Top of Records shown

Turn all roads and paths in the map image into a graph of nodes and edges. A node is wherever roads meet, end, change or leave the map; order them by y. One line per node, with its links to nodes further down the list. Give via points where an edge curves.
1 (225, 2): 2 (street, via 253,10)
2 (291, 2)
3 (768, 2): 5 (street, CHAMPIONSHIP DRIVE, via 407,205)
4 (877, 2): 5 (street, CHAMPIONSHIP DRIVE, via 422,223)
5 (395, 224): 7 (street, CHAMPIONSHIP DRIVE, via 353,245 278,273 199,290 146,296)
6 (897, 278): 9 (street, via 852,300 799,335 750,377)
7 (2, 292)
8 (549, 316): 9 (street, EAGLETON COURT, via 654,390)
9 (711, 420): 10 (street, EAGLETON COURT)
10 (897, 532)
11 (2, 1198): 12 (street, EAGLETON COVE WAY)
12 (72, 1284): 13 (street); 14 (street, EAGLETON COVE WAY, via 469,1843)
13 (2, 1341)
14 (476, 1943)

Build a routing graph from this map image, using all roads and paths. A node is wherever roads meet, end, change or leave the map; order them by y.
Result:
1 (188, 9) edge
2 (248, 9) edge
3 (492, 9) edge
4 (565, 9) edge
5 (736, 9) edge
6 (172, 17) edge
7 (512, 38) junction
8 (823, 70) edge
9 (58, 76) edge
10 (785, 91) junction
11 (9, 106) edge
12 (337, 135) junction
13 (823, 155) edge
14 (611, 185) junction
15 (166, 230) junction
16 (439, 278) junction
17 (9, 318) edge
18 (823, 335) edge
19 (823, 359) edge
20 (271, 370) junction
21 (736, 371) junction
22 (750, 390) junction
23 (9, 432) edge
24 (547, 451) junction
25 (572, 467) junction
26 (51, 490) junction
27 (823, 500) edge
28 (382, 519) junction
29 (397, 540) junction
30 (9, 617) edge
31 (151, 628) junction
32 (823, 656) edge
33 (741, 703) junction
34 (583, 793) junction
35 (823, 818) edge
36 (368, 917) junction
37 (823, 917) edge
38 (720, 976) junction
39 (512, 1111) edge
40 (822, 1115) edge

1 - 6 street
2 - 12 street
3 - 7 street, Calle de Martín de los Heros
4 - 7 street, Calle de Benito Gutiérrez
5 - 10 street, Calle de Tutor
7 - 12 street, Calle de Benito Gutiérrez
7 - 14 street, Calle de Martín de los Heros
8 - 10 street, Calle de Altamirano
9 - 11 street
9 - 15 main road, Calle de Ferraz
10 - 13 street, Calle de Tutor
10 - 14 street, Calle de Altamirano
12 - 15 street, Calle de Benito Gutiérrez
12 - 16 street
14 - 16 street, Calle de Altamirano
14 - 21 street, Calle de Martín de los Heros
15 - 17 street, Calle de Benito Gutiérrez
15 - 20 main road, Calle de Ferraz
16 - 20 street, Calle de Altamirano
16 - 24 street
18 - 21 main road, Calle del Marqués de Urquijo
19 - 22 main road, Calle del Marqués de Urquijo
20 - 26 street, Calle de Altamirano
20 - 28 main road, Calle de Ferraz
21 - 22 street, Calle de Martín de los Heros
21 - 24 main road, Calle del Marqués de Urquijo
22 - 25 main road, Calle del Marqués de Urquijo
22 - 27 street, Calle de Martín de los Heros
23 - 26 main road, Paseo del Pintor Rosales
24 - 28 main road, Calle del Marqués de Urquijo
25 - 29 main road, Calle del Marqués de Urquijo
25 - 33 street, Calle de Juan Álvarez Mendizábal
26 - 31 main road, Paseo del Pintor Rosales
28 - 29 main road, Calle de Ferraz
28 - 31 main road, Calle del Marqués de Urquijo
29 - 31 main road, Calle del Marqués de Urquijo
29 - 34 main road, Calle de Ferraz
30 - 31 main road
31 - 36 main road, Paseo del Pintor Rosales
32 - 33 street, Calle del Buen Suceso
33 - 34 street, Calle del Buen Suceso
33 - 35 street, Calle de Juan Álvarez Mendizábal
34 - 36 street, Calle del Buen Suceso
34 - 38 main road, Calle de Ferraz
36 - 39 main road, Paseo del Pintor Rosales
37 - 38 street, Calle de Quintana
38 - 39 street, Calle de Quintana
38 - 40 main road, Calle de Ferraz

Bottom of Records shown

### What to do
Check each line above for the string "node" and copy those that have it.

### Finished exercise
Turn all roads and paths in the map image into a graph of nodes and edges. A node is wherever roads meet, end, change or leave the map; order them by y. One line per node, with its links to nodes further down the list. Give via points where an edge curves.
Build a routing graph from this map image, using all roads and paths. A node is wherever roads meet, end, change or leave the map; order them by y.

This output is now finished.